I know that my sense of place, of occasion, even of doing anything at all, was shaped by those afternoons. It took a while for me to realize that people can grow up without being taught to see, to search surfaces for all the details, to check out a whole landscape for what it has to offer. My father became so good at spotting arrowheads that on roads with likely gullies he would find them from the car. Or give a commentary on what we might pick up were we to stop: “A nice spearhead back there by a maypop, but with the tip broken off.”

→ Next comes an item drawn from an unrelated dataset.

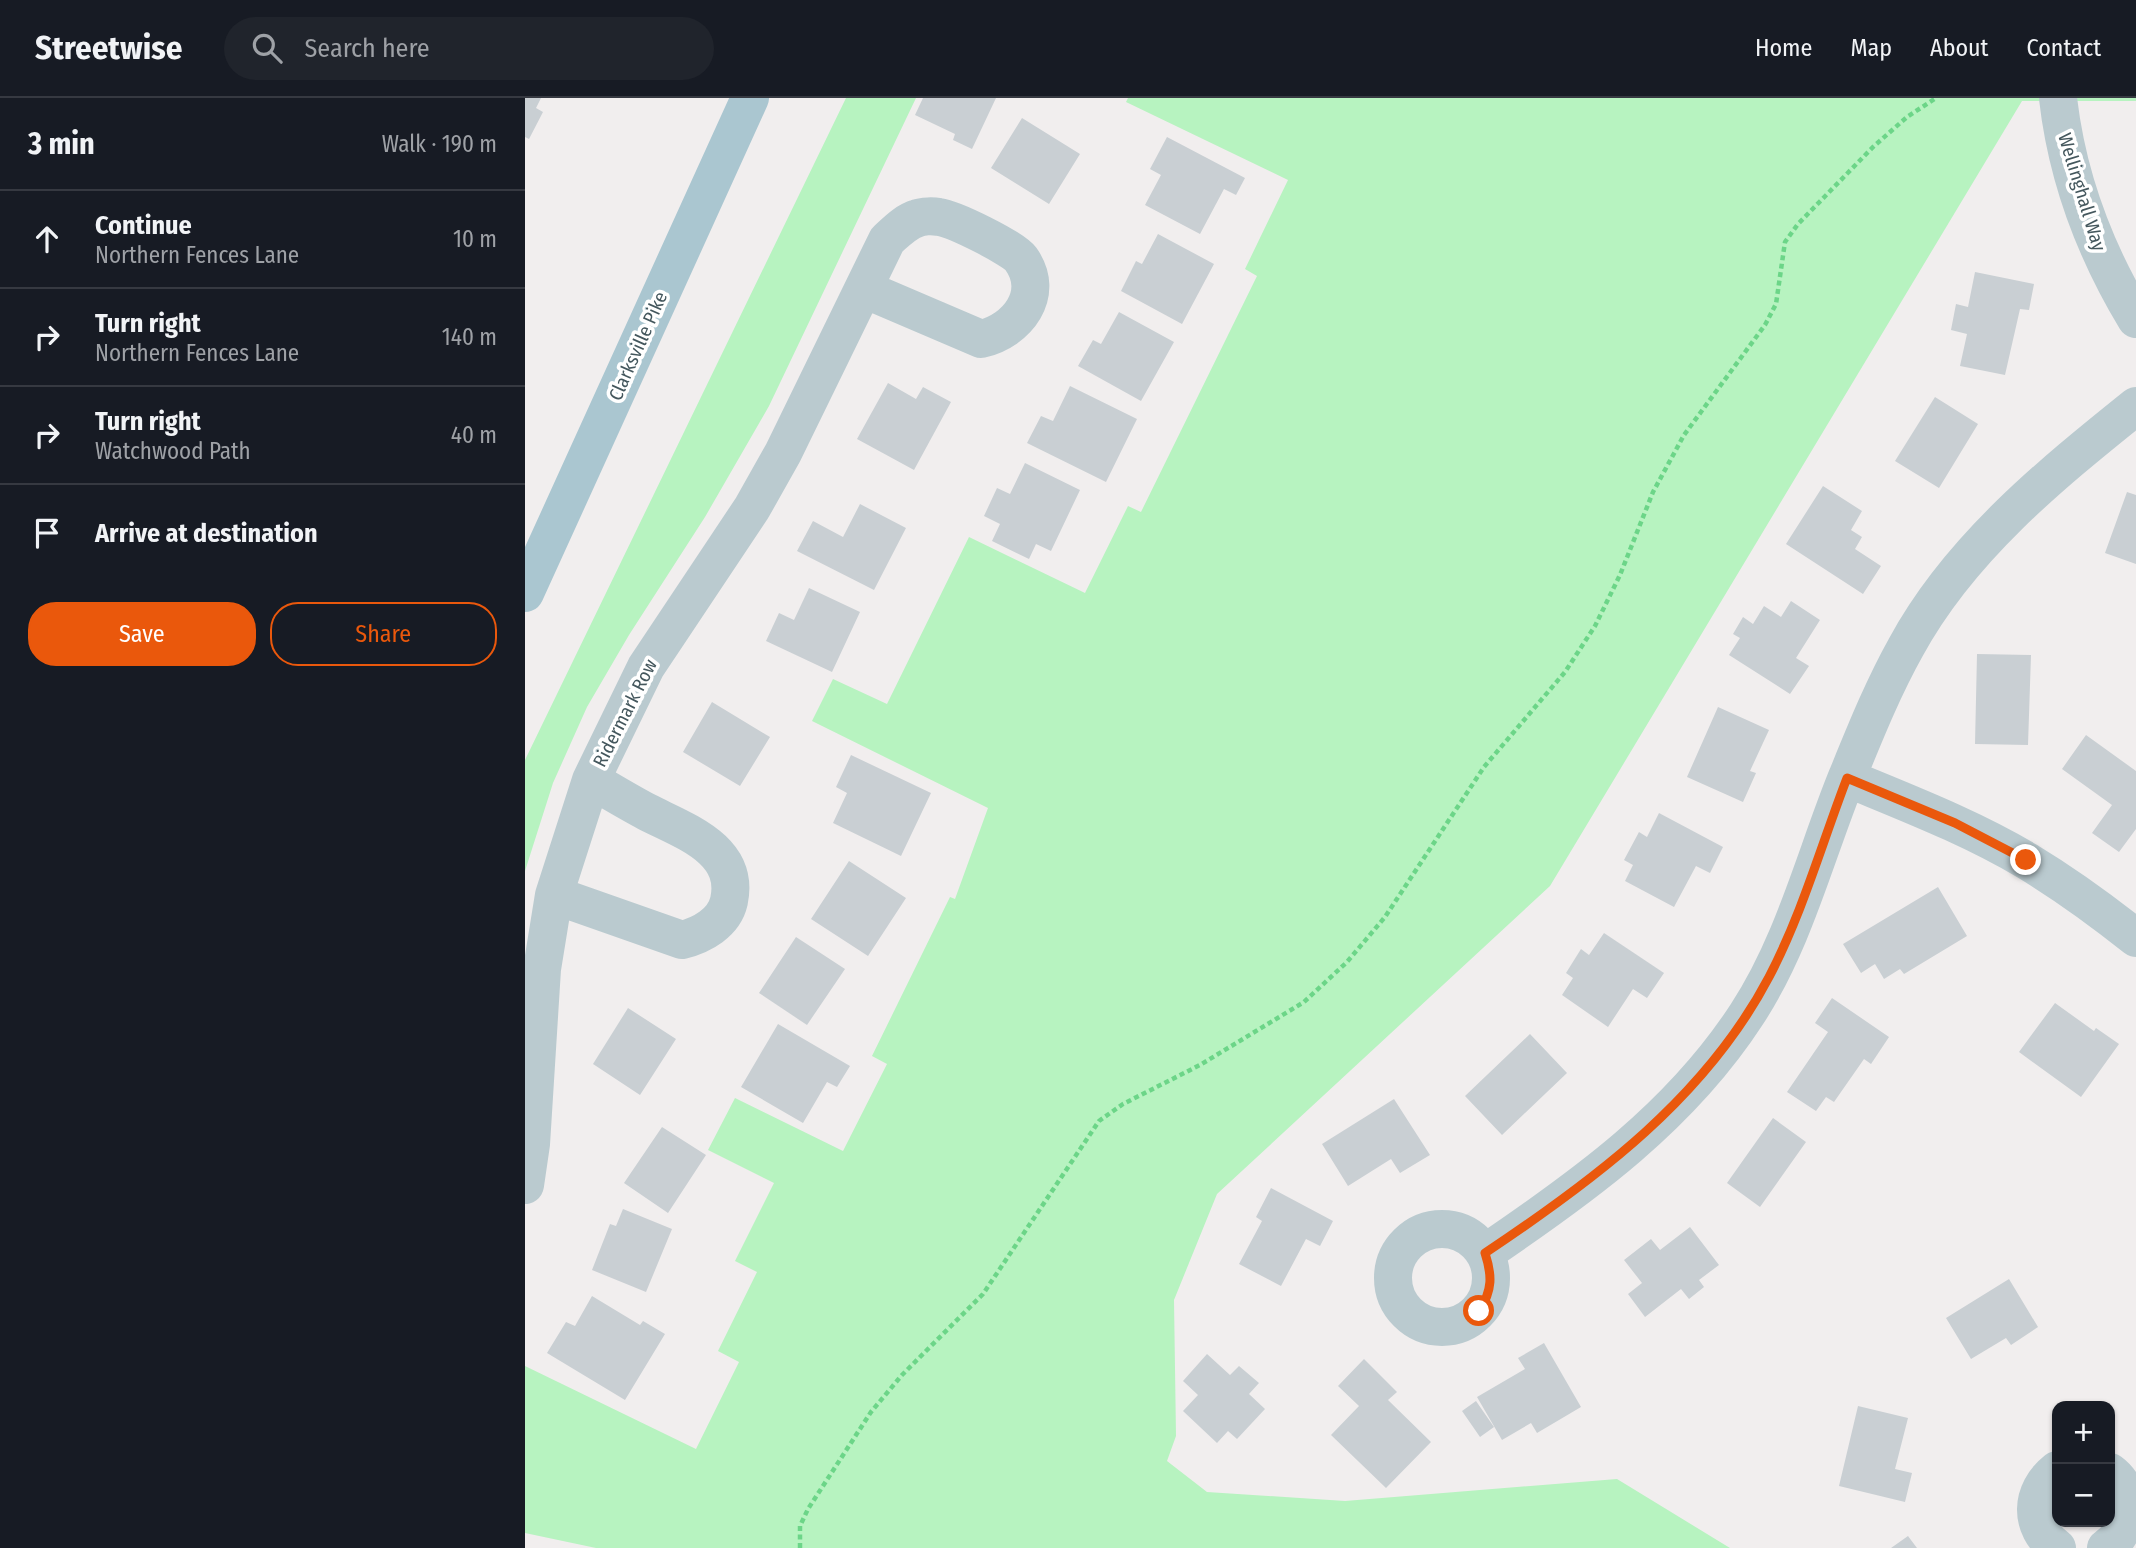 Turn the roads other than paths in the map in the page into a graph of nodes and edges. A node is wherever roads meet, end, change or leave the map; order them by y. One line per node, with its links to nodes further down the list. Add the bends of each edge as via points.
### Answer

And it is all folded away in an irrevocable past. Most of our fields are now the bottom of a vast lake. Farmers now post their land and fence it with barbed wire. Arrowhead collecting has become something of a minor hobby, and shops for the tourist trade make them in a back room and sell them to people from New Jersey. Everything is like that nowadays. I cherish those afternoons, knowing that I will never understand all that they taught me. As we grew up, we began not to go on the expeditions. Not the last, but one of the last, afternoons found us toward sunset, findings in hand, ending up for the day with one of our rituals, a Coca-Cola from the icebox of a crossroads store. “They tell over the radio,” the proprietor said, “that a bunch of Japanese airplanes have blowed up the whole island of Hawaii.”